=== TASK INSTRUCTIONS ===
A faithful transcript of all the lines below, with no pictures, is the goal here.

Saved data entries:
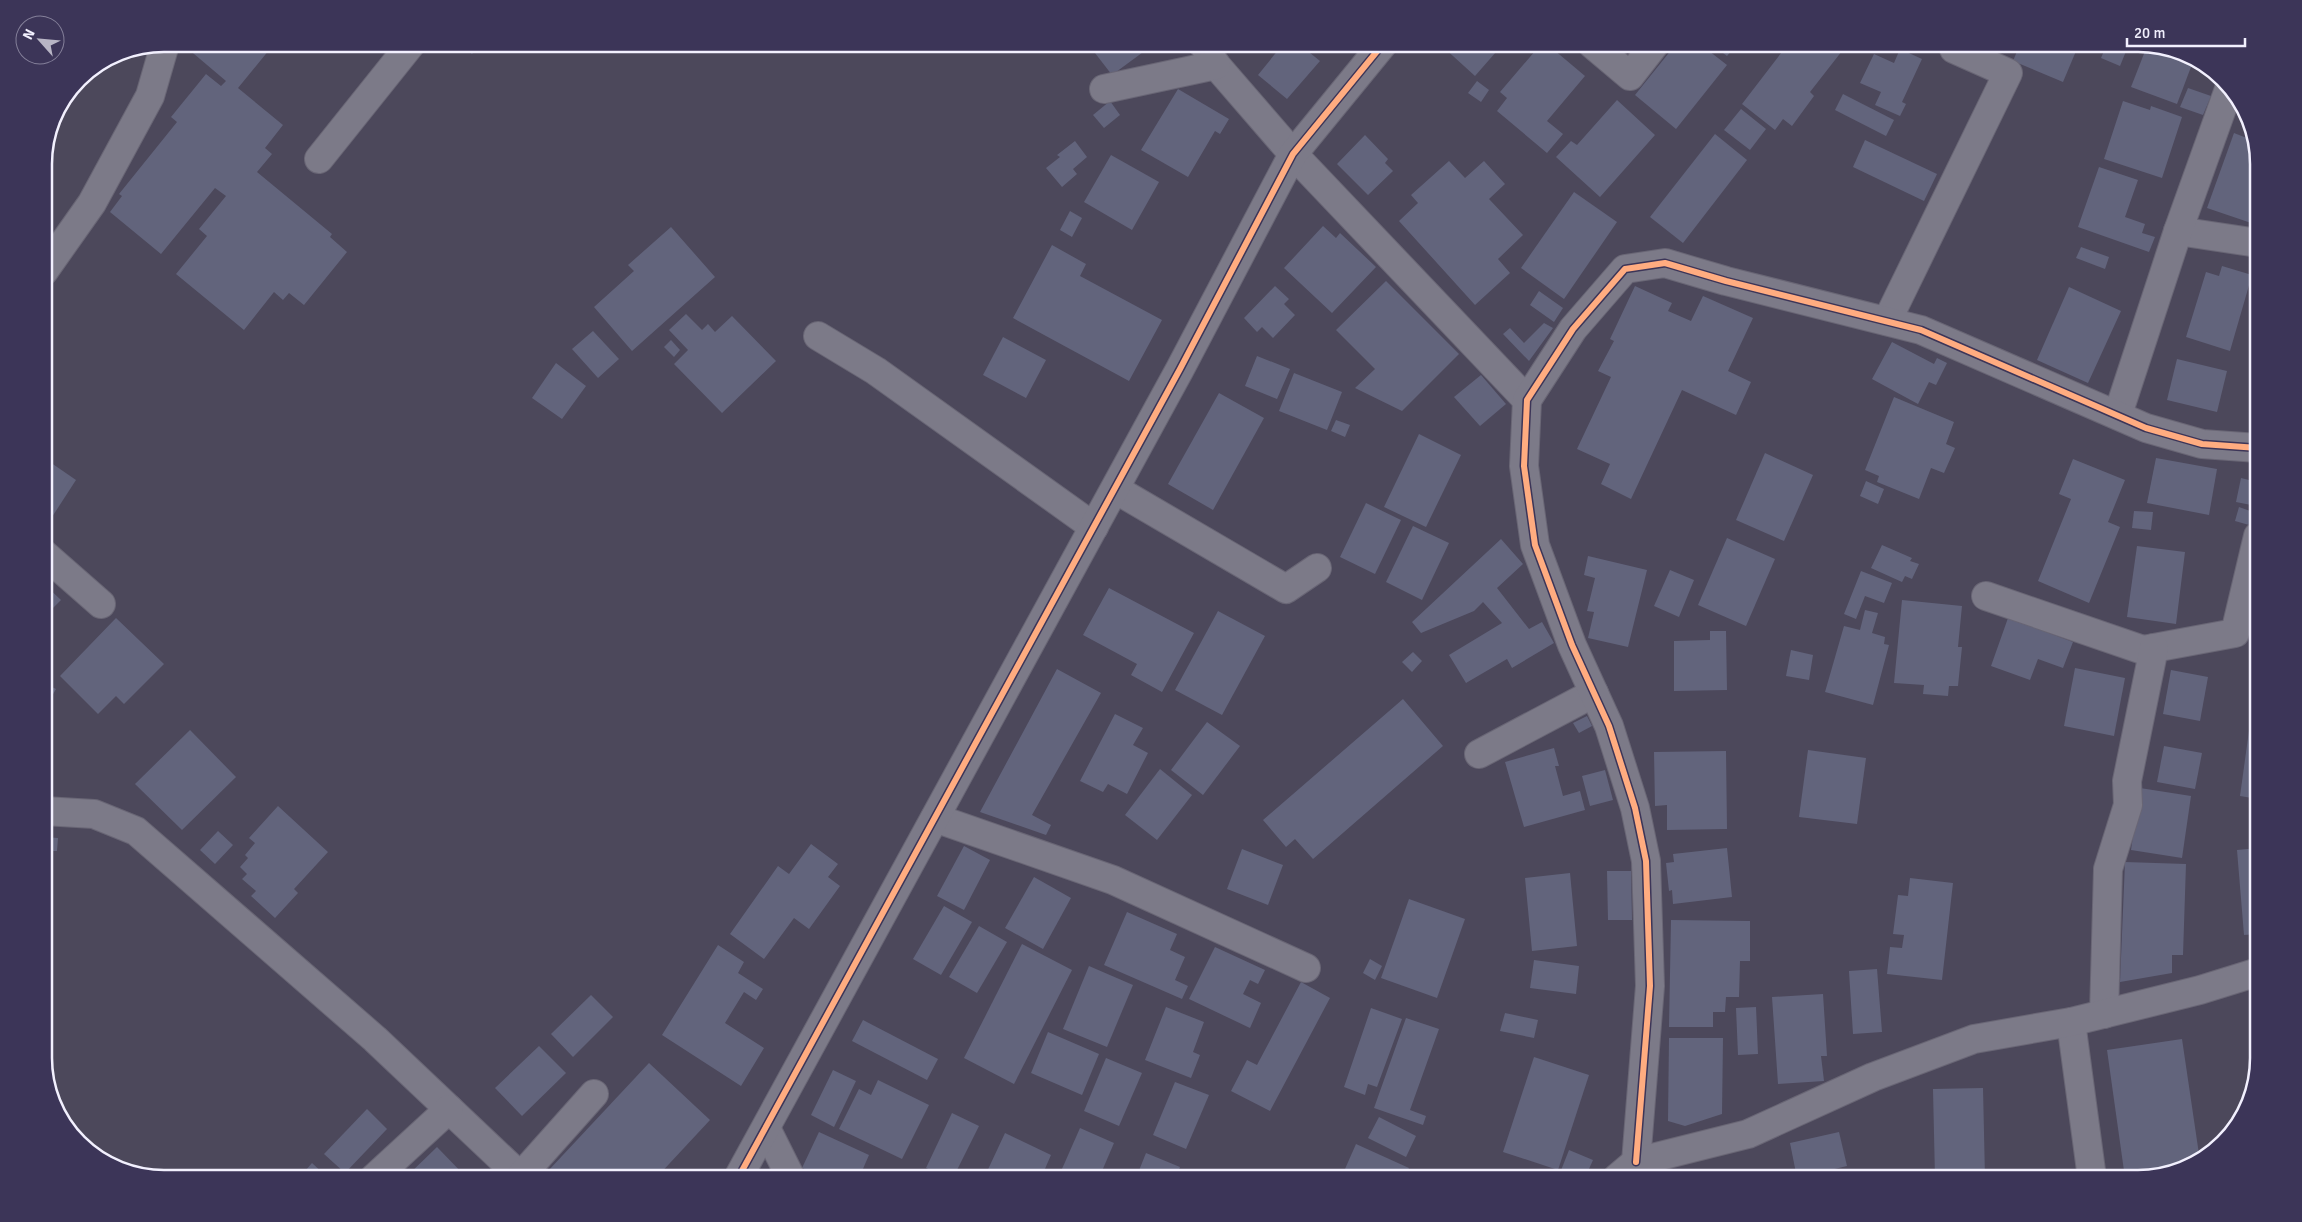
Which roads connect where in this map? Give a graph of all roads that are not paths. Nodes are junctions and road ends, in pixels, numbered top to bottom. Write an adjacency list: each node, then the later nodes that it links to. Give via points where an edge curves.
1 (163, 52): 14 (street, via 150,96 92,203)
2 (405, 52): 11 (street)
3 (1376, 52): 10 (street)
4 (1602, 52): 5 (street, via 1630,76)
5 (1649, 52)
6 (1961, 52): 15 (street, via 2008,73)
7 (1210, 54): 8 (street); 10 (street)
8 (1104, 89)
9 (2227, 97): 12 (street)
10 (1293, 154): 17 (street); 20 (street)
11 (319, 158)
12 (2178, 231): 13 (street); 18 (street)
13 (2249, 242)
14 (53, 258)
15 (1887, 322): 17 (street, via 1726,282 1665,263 1625,269 1573,329); 18 (street, via 1921,330)
16 (818, 336): 21 (street, via 876,371)
17 (1527, 400): 28 (street, via 1524,466 1535,545 1572,645)
18 (2118, 414): 19 (street, via 2146,428 2202,444)
19 (2249, 447)
20 (1115, 488): 21 (street); 23 (street, via 1286,589)
21 (1094, 527): 31 (street)
22 (53, 562): 26 (street)
23 (1317, 568)
24 (2249, 572): 27 (street, via 2235,633)
25 (1986, 596): 27 (street, via 2143,650)
26 (101, 604)
27 (2154, 648): 34 (street, via 2127,781 2128,805 2108,869)
28 (1594, 693): 29 (street); 44 (street, via 1609,726 1635,808 1646,860 1650,986)
29 (1479, 754)
30 (53, 812): 37 (street, via 94,814 136,831 375,1039)
31 (935, 818): 32 (street, via 1113,880); 38 (street)
32 (1306, 968)
33 (2250, 974): 34 (street)
34 (2104, 1014): 35 (street)
35 (2071, 1022): 44 (street, via 1974,1038 1873,1077 1748,1134); 45 (street)
36 (594, 1094): 41 (street)
37 (449, 1109): 39 (street); 40 (street)
38 (766, 1128): 42 (street); 43 (street)
39 (383, 1170)
40 (513, 1170)
41 (528, 1170)
42 (742, 1170)
43 (788, 1170)
44 (1627, 1170)
45 (2091, 1170)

=== REPLY ===
Which roads connect where in this map? Give a graph of all roads that are not paths. Nodes are junctions and road ends, in pixels, numbered top to bottom. Write an adjacency list: each node, then the later nodes that it links to. Give via points where an edge curves.
1 (163, 52): 14 (street, via 150,96 92,203)
2 (405, 52): 11 (street)
3 (1376, 52): 10 (street)
4 (1602, 52): 5 (street, via 1630,76)
5 (1649, 52)
6 (1961, 52): 15 (street, via 2008,73)
7 (1210, 54): 8 (street); 10 (street)
8 (1104, 89)
9 (2227, 97): 12 (street)
10 (1293, 154): 17 (street); 20 (street)
11 (319, 158)
12 (2178, 231): 13 (street); 18 (street)
13 (2249, 242)
14 (53, 258)
15 (1887, 322): 17 (street, via 1726,282 1665,263 1625,269 1573,329); 18 (street, via 1921,330)
16 (818, 336): 21 (street, via 876,371)
17 (1527, 400): 28 (street, via 1524,466 1535,545 1572,645)
18 (2118, 414): 19 (street, via 2146,428 2202,444)
19 (2249, 447)
20 (1115, 488): 21 (street); 23 (street, via 1286,589)
21 (1094, 527): 31 (street)
22 (53, 562): 26 (street)
23 (1317, 568)
24 (2249, 572): 27 (street, via 2235,633)
25 (1986, 596): 27 (street, via 2143,650)
26 (101, 604)
27 (2154, 648): 34 (street, via 2127,781 2128,805 2108,869)
28 (1594, 693): 29 (street); 44 (street, via 1609,726 1635,808 1646,860 1650,986)
29 (1479, 754)
30 (53, 812): 37 (street, via 94,814 136,831 375,1039)
31 (935, 818): 32 (street, via 1113,880); 38 (street)
32 (1306, 968)
33 (2250, 974): 34 (street)
34 (2104, 1014): 35 (street)
35 (2071, 1022): 44 (street, via 1974,1038 1873,1077 1748,1134); 45 (street)
36 (594, 1094): 41 (street)
37 (449, 1109): 39 (street); 40 (street)
38 (766, 1128): 42 (street); 43 (street)
39 (383, 1170)
40 (513, 1170)
41 (528, 1170)
42 (742, 1170)
43 (788, 1170)
44 (1627, 1170)
45 (2091, 1170)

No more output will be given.